**Stored items:**
= = = =
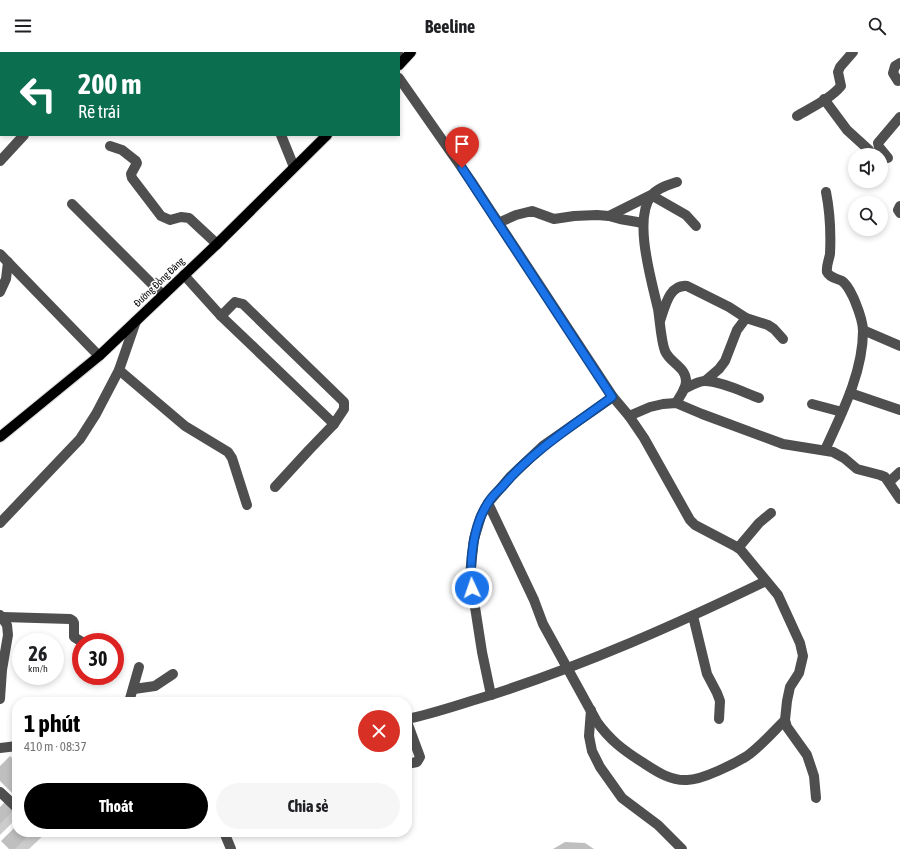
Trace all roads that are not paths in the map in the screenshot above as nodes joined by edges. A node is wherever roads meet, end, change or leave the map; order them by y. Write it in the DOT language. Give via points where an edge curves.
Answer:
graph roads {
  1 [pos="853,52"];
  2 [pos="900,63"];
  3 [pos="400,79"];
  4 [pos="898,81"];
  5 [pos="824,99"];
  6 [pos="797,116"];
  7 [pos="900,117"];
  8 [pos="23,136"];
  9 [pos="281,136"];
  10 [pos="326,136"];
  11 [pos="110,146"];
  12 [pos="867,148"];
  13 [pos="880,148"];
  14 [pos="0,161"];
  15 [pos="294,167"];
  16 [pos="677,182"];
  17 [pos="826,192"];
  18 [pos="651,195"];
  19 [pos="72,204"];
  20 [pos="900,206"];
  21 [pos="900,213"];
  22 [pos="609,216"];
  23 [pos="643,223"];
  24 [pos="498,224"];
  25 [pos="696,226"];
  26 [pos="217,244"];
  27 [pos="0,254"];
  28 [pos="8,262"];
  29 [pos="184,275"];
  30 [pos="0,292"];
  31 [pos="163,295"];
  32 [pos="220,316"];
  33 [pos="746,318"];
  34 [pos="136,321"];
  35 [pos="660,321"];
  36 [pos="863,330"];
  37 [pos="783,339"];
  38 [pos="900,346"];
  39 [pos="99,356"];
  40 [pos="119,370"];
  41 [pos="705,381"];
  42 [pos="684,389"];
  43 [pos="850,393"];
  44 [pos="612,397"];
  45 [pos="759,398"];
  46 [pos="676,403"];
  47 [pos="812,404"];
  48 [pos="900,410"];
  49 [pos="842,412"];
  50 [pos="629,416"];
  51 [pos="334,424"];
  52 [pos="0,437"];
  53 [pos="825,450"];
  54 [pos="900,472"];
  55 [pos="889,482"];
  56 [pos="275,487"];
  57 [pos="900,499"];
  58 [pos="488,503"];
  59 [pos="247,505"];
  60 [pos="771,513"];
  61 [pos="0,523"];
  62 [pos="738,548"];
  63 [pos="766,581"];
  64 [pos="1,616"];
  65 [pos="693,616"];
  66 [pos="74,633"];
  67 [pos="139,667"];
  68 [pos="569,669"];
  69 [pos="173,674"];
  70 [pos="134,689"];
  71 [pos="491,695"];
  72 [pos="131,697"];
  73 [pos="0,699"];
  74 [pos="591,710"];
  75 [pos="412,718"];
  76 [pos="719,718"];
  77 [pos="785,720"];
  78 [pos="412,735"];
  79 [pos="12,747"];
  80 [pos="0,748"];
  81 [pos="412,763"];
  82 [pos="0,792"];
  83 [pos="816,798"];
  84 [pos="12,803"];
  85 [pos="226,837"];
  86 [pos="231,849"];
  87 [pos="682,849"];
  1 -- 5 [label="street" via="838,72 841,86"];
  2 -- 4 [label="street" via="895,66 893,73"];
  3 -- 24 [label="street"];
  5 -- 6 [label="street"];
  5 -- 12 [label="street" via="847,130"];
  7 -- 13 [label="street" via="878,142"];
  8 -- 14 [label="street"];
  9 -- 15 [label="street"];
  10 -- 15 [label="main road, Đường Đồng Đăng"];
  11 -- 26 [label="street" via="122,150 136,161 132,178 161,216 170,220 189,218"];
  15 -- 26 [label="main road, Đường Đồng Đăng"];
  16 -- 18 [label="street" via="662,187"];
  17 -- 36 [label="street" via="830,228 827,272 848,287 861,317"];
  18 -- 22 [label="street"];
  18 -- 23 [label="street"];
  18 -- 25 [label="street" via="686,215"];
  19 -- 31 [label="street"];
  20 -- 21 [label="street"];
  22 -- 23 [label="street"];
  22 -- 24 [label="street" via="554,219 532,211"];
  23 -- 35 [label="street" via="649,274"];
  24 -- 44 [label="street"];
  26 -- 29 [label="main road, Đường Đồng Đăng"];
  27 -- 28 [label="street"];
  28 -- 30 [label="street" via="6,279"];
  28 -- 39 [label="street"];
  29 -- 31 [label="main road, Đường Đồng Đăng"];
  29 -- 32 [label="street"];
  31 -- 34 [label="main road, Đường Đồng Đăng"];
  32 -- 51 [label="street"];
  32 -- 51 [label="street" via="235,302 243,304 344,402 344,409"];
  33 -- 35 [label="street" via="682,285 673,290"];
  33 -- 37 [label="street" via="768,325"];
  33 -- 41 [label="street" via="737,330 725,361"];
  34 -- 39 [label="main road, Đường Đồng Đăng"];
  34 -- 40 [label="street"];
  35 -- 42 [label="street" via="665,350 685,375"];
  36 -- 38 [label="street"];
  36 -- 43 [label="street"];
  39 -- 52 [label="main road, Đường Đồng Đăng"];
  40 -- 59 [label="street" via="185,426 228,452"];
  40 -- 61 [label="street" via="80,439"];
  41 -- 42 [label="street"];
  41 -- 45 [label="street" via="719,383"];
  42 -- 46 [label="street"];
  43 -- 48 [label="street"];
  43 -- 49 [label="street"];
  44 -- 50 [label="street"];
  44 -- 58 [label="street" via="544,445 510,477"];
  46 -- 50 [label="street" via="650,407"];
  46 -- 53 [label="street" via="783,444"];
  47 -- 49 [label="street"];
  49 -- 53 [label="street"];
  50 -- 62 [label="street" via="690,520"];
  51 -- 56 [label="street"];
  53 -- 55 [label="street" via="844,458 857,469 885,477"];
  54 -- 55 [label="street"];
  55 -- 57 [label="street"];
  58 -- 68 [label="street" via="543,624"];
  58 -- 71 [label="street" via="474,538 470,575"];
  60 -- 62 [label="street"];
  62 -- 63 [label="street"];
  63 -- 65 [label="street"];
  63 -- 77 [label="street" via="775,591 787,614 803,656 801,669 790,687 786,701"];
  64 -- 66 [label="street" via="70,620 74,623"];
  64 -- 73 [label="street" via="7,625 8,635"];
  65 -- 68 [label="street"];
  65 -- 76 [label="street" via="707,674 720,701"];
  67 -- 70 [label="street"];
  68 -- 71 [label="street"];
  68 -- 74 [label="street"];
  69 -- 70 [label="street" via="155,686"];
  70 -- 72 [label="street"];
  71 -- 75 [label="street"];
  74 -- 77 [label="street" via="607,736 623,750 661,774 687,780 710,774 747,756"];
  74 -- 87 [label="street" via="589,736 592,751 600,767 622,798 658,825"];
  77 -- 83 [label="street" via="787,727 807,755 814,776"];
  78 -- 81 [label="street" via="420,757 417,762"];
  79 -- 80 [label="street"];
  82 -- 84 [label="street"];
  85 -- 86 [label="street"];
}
= = = =
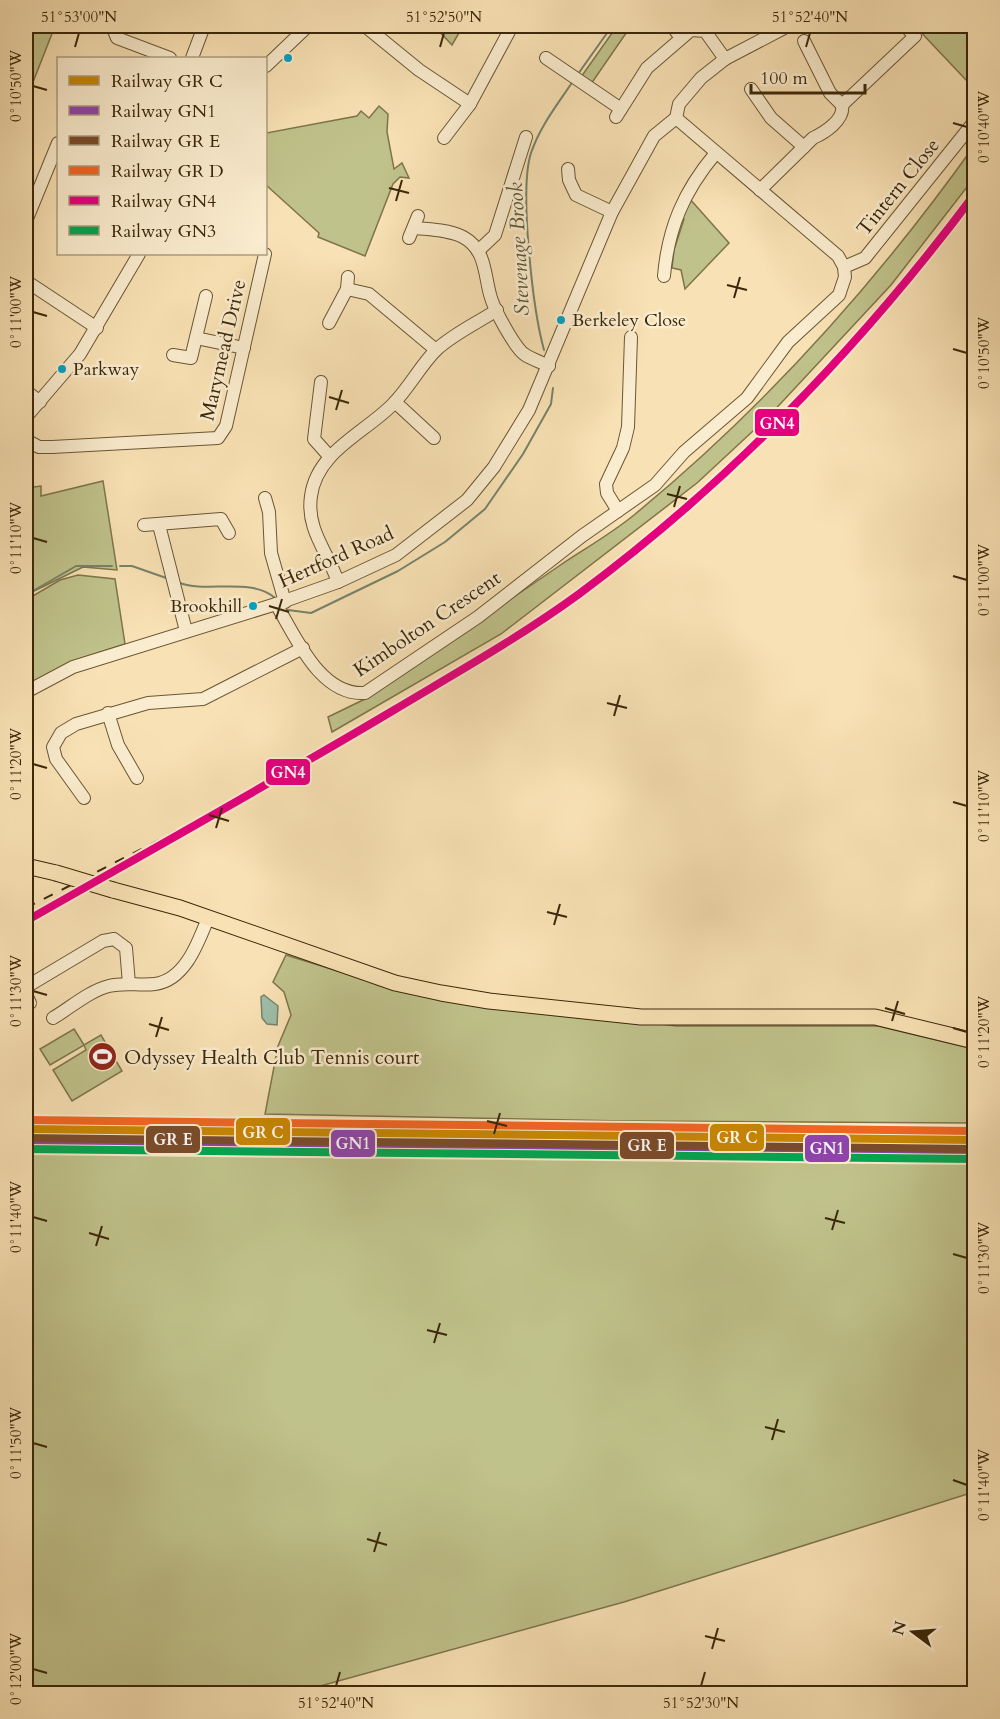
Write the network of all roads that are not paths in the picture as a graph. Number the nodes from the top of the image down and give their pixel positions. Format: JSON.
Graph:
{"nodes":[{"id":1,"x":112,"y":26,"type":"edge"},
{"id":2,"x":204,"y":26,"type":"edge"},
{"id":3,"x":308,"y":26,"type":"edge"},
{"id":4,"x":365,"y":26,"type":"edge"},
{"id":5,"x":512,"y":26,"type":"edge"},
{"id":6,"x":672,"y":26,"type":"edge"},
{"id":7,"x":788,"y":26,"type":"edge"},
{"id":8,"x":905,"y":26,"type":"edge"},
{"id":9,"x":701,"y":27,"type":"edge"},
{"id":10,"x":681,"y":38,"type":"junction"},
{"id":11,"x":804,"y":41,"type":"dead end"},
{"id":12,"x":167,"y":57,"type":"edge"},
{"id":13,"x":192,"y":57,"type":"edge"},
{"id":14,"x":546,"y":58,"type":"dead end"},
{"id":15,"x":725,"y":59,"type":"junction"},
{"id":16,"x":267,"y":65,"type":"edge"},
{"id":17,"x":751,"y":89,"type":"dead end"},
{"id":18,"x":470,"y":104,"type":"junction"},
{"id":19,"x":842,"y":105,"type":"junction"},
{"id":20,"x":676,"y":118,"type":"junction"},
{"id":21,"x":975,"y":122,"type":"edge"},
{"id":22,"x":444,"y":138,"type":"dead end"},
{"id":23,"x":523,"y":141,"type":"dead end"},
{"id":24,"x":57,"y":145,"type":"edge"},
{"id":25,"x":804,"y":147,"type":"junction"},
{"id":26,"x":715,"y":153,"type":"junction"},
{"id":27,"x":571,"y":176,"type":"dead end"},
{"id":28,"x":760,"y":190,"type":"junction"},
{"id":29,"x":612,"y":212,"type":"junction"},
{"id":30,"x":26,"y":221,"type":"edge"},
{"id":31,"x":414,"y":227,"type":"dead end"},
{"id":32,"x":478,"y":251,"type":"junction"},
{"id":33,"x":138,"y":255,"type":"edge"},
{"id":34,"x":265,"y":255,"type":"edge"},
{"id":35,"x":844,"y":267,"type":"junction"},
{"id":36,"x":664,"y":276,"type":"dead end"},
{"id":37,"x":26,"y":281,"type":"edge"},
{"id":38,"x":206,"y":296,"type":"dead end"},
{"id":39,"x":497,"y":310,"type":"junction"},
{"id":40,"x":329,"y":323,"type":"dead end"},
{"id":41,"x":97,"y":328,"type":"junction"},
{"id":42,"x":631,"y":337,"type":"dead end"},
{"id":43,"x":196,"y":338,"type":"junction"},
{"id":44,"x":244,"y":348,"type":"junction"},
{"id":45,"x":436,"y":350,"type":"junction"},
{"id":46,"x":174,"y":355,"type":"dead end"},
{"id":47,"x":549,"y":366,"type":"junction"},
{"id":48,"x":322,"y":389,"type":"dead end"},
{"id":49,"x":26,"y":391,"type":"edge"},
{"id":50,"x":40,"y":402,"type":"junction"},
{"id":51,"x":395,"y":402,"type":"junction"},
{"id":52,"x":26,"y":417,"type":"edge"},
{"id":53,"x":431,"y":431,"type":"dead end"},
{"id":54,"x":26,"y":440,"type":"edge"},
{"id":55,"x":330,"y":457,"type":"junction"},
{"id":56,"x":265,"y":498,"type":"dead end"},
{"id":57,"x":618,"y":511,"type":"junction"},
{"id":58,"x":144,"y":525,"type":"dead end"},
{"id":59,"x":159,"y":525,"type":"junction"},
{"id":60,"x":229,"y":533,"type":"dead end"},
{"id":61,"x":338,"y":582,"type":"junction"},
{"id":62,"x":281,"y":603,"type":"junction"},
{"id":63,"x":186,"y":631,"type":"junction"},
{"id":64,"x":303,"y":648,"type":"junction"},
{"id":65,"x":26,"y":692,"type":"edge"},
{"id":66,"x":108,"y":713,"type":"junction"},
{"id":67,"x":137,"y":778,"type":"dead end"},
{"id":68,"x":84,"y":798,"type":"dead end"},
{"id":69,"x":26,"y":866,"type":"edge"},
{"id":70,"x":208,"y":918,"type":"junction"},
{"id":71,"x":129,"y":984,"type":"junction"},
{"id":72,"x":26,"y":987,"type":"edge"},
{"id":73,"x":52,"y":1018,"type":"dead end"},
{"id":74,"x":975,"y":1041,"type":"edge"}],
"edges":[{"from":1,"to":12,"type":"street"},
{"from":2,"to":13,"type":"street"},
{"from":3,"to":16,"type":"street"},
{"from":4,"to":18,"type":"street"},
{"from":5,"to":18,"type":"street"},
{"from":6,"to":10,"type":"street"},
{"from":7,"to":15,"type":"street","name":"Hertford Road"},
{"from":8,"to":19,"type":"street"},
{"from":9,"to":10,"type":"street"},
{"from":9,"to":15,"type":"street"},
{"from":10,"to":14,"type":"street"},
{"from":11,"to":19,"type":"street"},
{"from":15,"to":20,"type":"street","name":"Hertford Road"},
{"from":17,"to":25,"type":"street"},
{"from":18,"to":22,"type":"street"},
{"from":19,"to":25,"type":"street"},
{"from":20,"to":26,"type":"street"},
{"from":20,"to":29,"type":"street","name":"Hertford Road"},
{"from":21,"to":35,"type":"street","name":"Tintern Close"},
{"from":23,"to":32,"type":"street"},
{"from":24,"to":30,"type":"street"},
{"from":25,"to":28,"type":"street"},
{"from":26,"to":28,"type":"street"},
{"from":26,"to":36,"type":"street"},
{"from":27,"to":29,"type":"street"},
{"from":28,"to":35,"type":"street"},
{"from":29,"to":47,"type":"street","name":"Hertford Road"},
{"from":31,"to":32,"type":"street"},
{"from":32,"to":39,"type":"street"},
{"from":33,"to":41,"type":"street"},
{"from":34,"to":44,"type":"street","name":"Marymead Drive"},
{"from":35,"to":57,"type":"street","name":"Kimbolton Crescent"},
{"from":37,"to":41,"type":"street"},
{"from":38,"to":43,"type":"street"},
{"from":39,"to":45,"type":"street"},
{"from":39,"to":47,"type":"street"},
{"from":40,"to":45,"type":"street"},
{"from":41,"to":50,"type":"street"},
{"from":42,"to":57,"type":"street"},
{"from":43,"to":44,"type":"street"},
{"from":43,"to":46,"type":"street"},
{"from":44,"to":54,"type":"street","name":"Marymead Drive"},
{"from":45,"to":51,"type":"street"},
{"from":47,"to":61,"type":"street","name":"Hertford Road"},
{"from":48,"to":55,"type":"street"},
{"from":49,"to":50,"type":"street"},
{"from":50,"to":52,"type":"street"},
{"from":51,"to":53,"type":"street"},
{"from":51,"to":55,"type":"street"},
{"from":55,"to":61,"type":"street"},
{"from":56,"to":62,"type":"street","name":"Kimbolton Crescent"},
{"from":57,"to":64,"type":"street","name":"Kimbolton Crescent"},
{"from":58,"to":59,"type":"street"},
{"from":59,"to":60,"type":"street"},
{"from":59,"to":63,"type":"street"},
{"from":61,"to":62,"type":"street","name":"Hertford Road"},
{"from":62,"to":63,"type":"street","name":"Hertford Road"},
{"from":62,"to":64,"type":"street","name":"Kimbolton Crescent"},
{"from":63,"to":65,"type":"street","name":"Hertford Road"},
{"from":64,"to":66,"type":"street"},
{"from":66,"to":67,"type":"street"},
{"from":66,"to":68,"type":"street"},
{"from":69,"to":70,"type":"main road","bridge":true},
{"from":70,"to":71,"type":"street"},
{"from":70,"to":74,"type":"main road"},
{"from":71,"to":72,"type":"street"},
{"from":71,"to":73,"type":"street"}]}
= = = =
**Your task:**
Filtering the entries above by the word "roads", copy each line that matches.

**Written response:**
Trace all roads that are not paths in the map in the screenshot above as nodes joined by edges. A node is wherever roads meet, end, change or leave the map; order them by y. Write it in the DOT language. Give via points where an edge curves.
graph roads {
Write the network of all roads that are not paths in the picture as a graph. Number the nodes from the top of the image down and give their pixel positions. Format: JSON.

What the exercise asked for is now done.